Charlotte's Story (Bliss House Novels)

With the door always shut, the morning room was colder than any other inhabited room in Bliss House, but it felt welcoming all the same. In the wan light from the windows I arranged my pillow and coverlet on the chaise and lay down, wakeful. Across the room, the sheet still hung across the wall and the Magic Lantern still sat on the table. Would I see Olivia again? Or perhaps Michael Searle? I kept my eyes open so I wouldn’t see—again and again—that body hanging from the gallery. How terrifying it must have been to find it there. I wondered who the witnesses were. So many unanswered questions. Overwhelmed, I half-hoped Olivia would not show me anything else that night.

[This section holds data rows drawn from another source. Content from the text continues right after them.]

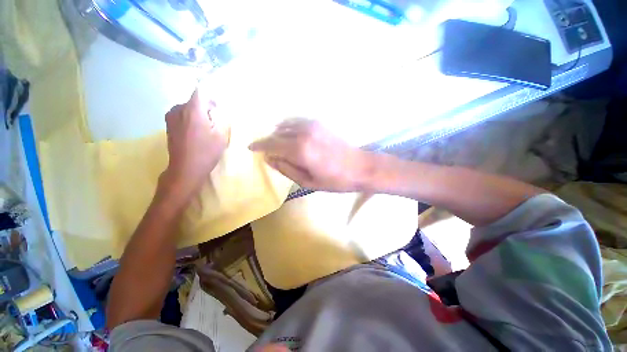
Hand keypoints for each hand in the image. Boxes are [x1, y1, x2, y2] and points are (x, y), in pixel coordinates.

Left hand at [162, 90, 227, 199]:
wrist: (186, 168)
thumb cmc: (206, 152)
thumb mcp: (221, 136)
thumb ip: (222, 119)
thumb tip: (220, 110)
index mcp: (193, 110)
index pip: (201, 91)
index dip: (211, 95)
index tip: (219, 104)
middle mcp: (179, 109)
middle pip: (195, 100)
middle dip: (207, 106)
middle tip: (216, 119)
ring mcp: (171, 117)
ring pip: (188, 107)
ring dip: (199, 113)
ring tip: (207, 127)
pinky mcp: (168, 124)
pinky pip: (182, 114)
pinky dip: (191, 118)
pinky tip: (197, 132)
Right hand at [249, 118, 369, 191]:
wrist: (360, 167)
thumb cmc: (334, 180)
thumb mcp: (308, 182)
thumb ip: (286, 169)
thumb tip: (269, 158)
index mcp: (299, 150)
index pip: (271, 144)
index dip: (259, 145)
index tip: (251, 147)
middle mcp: (303, 132)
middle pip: (277, 133)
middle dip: (269, 142)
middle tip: (268, 151)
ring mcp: (312, 125)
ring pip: (286, 125)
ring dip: (278, 133)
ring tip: (279, 145)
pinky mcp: (319, 122)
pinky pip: (297, 121)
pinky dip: (289, 127)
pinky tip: (291, 135)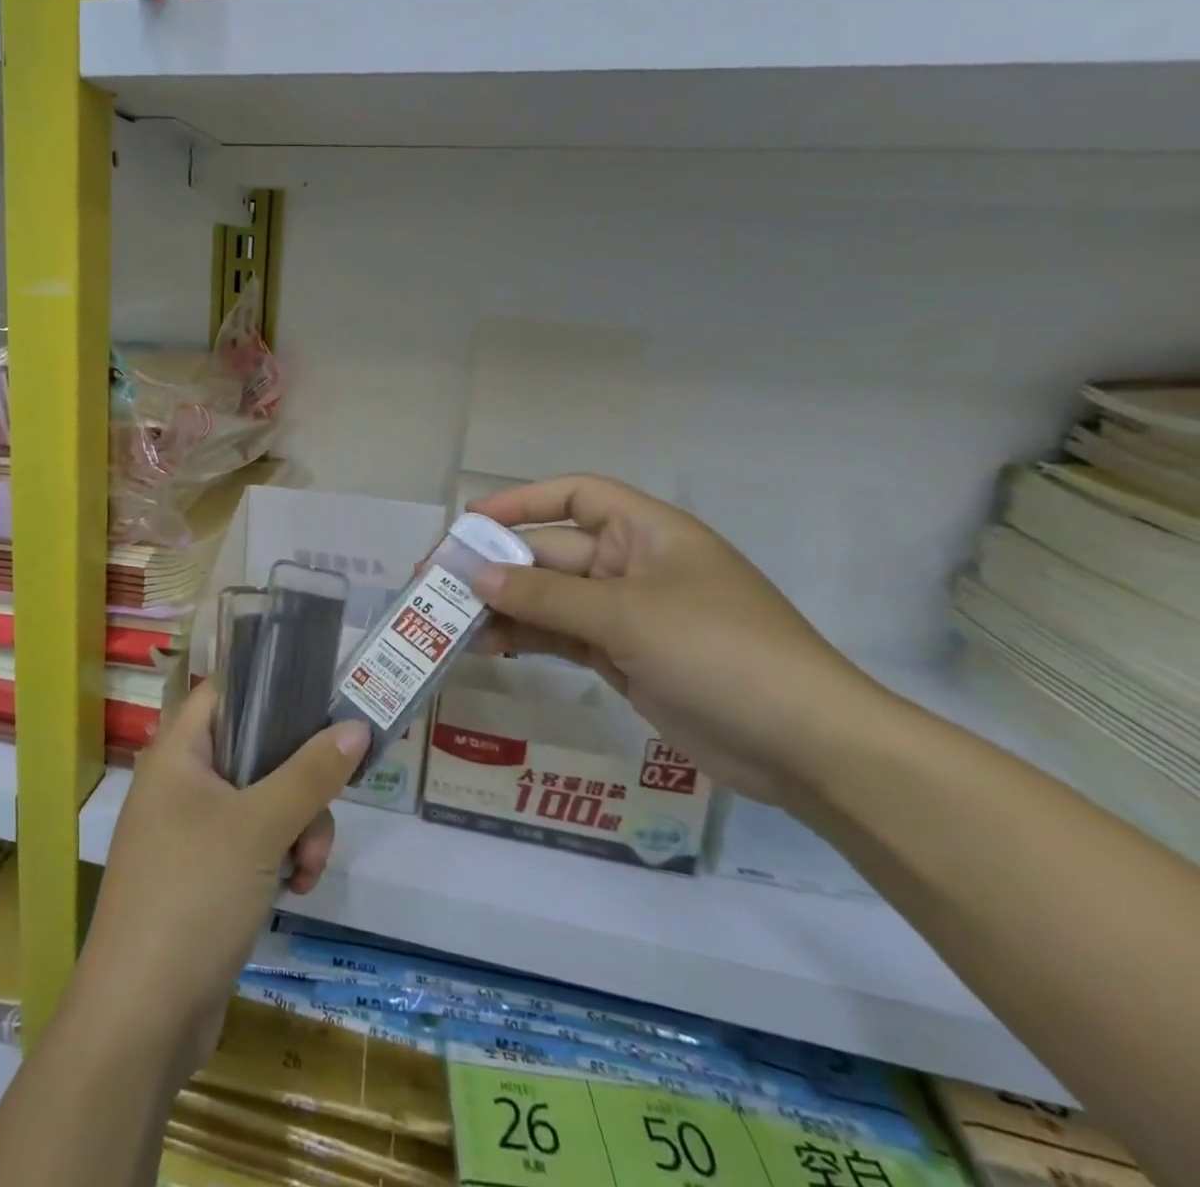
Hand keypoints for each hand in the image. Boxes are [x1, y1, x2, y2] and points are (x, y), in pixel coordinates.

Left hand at [72, 683, 370, 1082]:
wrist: (141, 1018)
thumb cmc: (193, 896)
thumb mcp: (260, 827)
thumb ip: (311, 773)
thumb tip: (357, 725)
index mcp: (177, 754)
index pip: (224, 693)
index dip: (269, 688)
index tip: (321, 704)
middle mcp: (180, 784)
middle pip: (256, 751)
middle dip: (300, 783)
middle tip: (321, 814)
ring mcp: (191, 832)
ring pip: (264, 802)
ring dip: (297, 829)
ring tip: (306, 871)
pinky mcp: (205, 875)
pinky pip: (255, 843)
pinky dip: (279, 859)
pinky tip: (294, 890)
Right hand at [467, 475, 887, 804]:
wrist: (804, 746)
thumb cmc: (720, 652)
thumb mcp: (626, 614)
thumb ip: (545, 594)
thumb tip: (476, 574)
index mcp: (648, 533)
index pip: (577, 496)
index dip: (522, 501)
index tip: (470, 520)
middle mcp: (634, 566)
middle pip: (553, 552)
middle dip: (498, 564)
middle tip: (437, 579)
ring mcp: (629, 616)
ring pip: (551, 599)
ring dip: (504, 606)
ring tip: (448, 619)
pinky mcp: (624, 659)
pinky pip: (562, 637)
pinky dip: (526, 639)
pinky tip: (485, 647)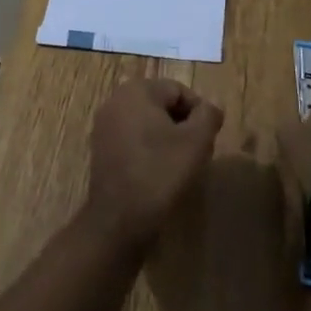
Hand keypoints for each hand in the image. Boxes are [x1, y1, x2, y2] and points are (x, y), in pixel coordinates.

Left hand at [85, 78, 223, 249]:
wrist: (119, 220)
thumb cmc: (160, 173)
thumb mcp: (196, 141)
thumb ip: (208, 115)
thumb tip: (210, 108)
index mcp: (137, 90)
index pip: (179, 91)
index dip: (199, 114)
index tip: (207, 140)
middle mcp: (116, 100)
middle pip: (162, 104)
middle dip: (182, 125)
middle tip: (197, 152)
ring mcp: (104, 125)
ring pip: (147, 122)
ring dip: (166, 138)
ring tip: (179, 165)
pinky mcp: (100, 148)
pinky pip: (132, 139)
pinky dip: (148, 150)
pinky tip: (158, 173)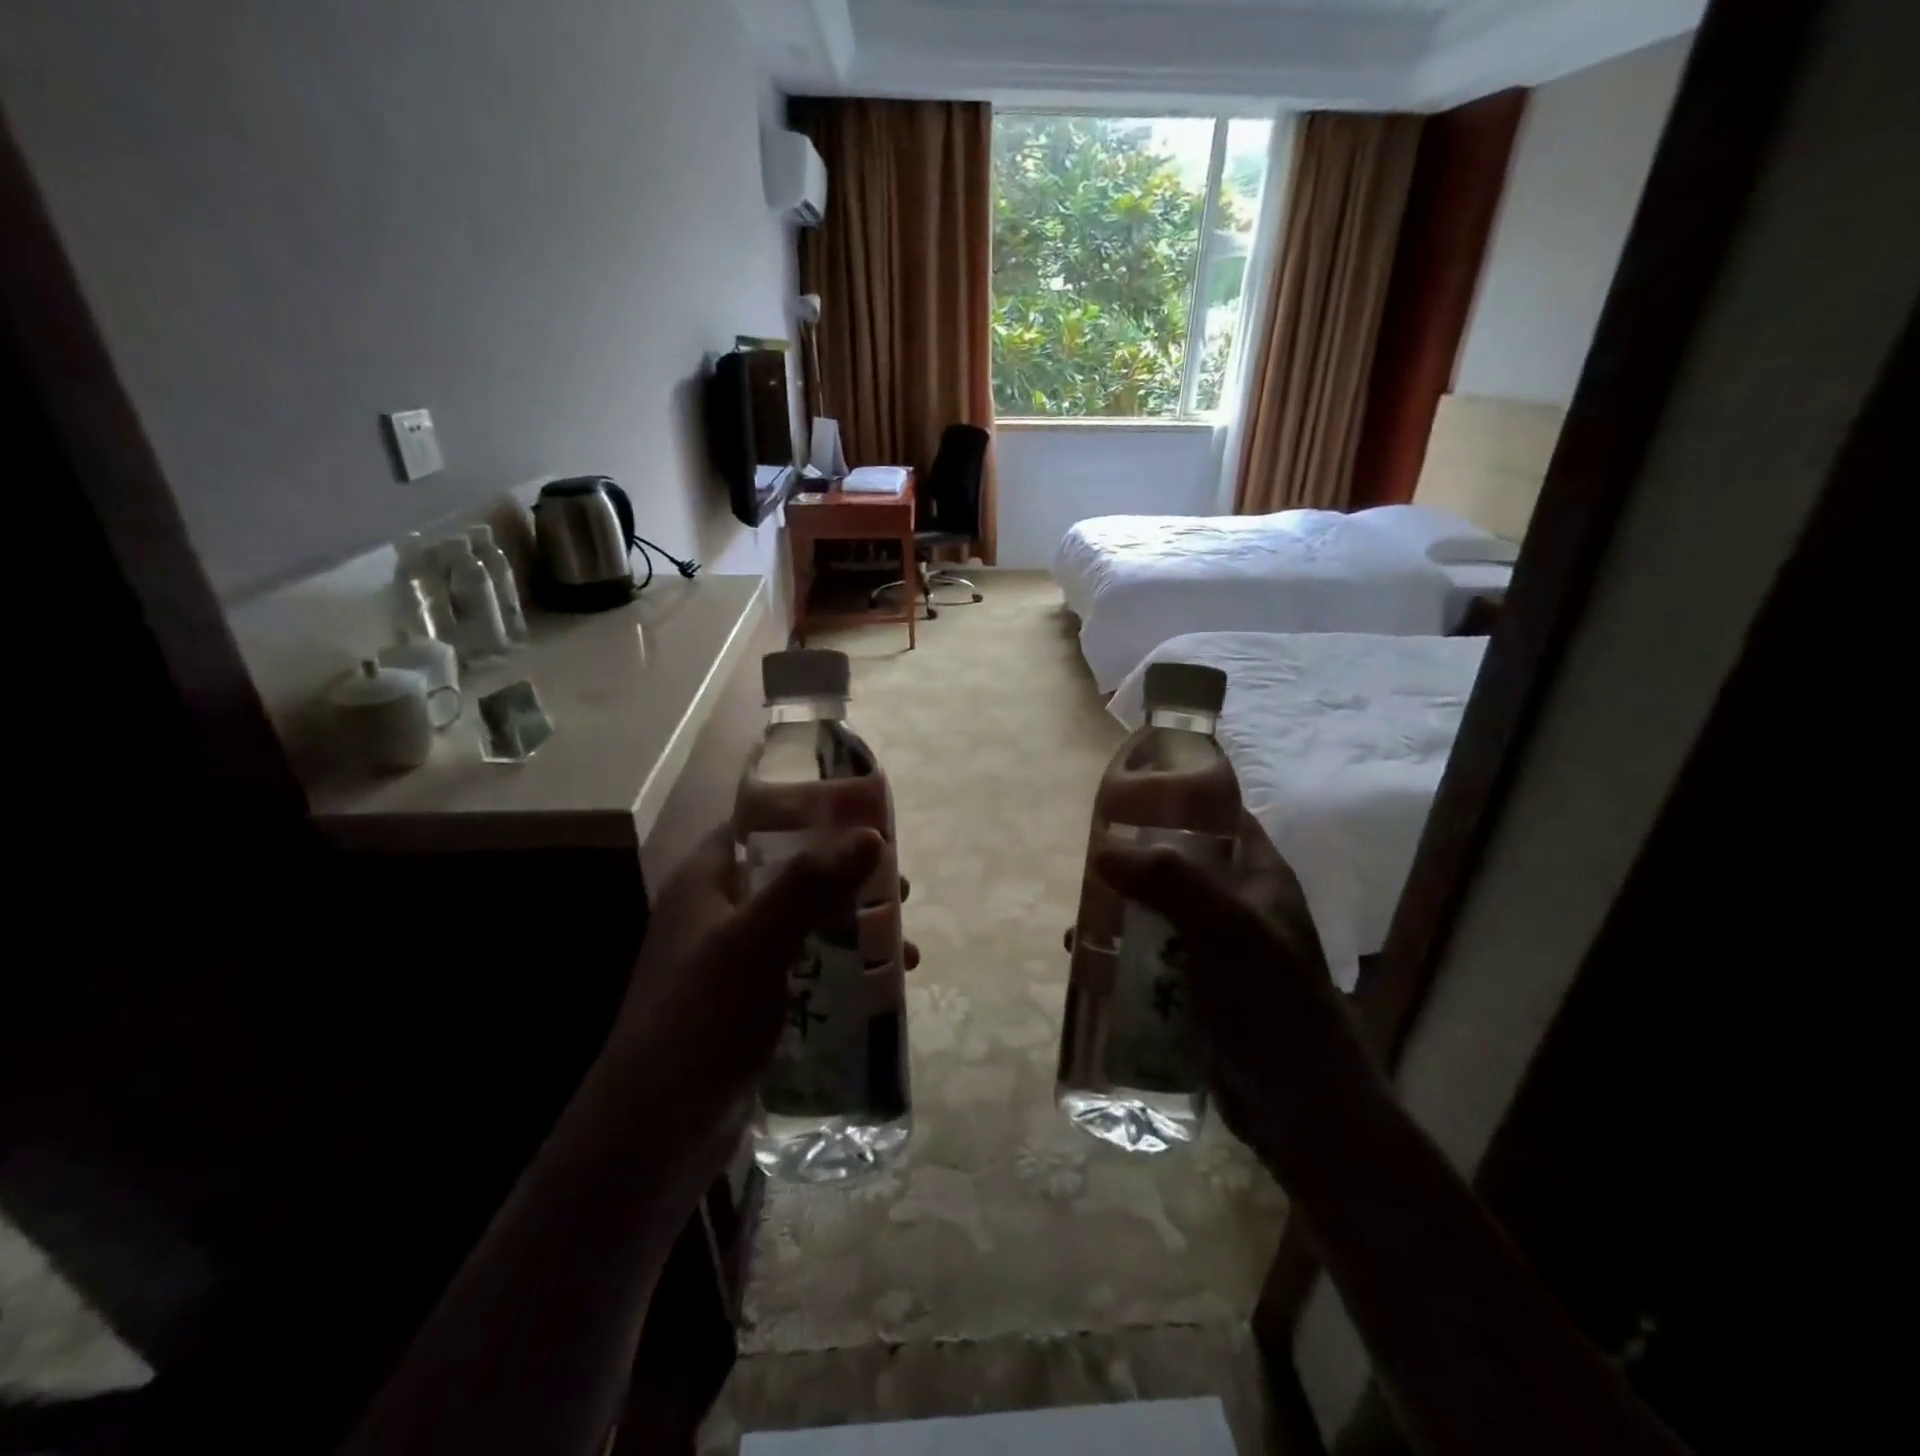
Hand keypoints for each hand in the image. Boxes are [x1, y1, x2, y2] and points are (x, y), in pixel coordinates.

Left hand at [611, 824, 918, 1192]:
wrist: (655, 1136)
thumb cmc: (700, 1021)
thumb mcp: (755, 942)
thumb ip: (810, 885)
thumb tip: (871, 836)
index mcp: (705, 886)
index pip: (757, 828)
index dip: (809, 817)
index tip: (865, 821)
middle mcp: (719, 917)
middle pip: (793, 878)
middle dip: (848, 881)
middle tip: (899, 889)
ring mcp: (736, 966)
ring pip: (807, 928)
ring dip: (855, 930)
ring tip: (904, 945)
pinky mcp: (754, 1010)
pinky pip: (809, 974)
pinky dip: (846, 973)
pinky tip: (884, 989)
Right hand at [1092, 814, 1381, 1177]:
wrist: (1300, 1108)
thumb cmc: (1271, 1004)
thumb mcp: (1224, 930)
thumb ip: (1168, 882)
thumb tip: (1103, 850)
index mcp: (1259, 878)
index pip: (1221, 815)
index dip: (1178, 797)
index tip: (1126, 794)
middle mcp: (1239, 906)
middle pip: (1179, 864)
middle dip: (1134, 861)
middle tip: (1089, 861)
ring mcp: (1218, 950)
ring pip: (1159, 912)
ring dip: (1121, 911)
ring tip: (1080, 916)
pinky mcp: (1198, 989)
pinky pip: (1152, 957)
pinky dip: (1121, 953)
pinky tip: (1087, 961)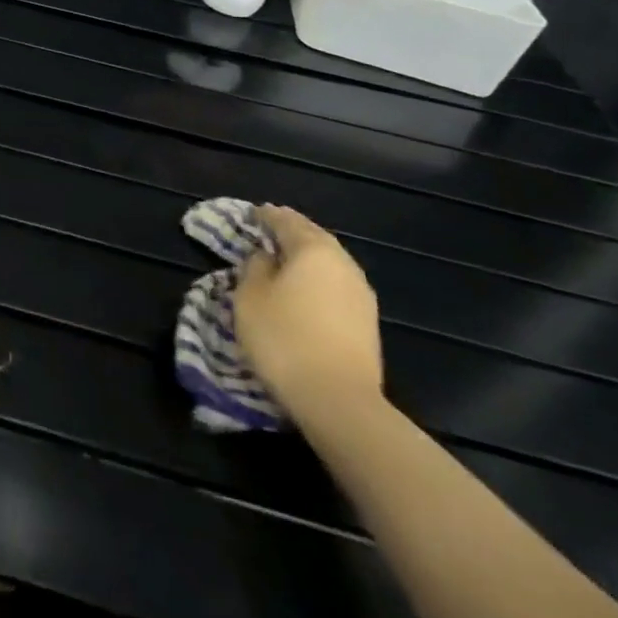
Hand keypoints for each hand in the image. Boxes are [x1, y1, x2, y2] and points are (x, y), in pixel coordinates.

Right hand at [233, 205, 382, 420]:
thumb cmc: (284, 338)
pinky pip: (336, 286)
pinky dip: (318, 280)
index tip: (250, 215)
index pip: (285, 220)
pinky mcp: (368, 323)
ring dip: (306, 258)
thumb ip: (255, 266)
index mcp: (313, 249)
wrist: (339, 402)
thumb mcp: (250, 296)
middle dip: (290, 232)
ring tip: (284, 262)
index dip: (265, 215)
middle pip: (313, 237)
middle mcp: (343, 263)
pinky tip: (305, 291)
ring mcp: (361, 294)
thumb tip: (266, 257)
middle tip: (267, 233)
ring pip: (329, 262)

This was the rest of my life: a dead child, a living child, a husband I didn’t know if I could trust. Ghosts. So many ghosts. I couldn’t feel them at that moment, but I knew they were waiting. One day I might be one of those ghosts, trapped in death, as I was trapped in life.

After a few minutes beneath the warm blanket, my eyes closed, and I was watching Eva inside the playhouse as she mixed grass and leaves and tiny pebbles together in a bowl. “I’m making supper,” she told me. “But you can’t come in because you’re too big. Only me. Only Michael.”

At the mention of Michael’s name, I looked around for my son, but he wasn’t inside the playhouse or out. In the distance I heard angry voices and I looked toward the woods, which were glassy with frost. Men’s or women’s voices, I couldn’t tell. Just a constant growl of argument. When I looked back into the playhouse, it had changed. Grown larger. Eva was grown larger, too, into a blowsy caricature of a little girl. But she was still Eva. The bowl had filled with water and her hand, swishing around the grass and debris, was bloated and white. I looked away.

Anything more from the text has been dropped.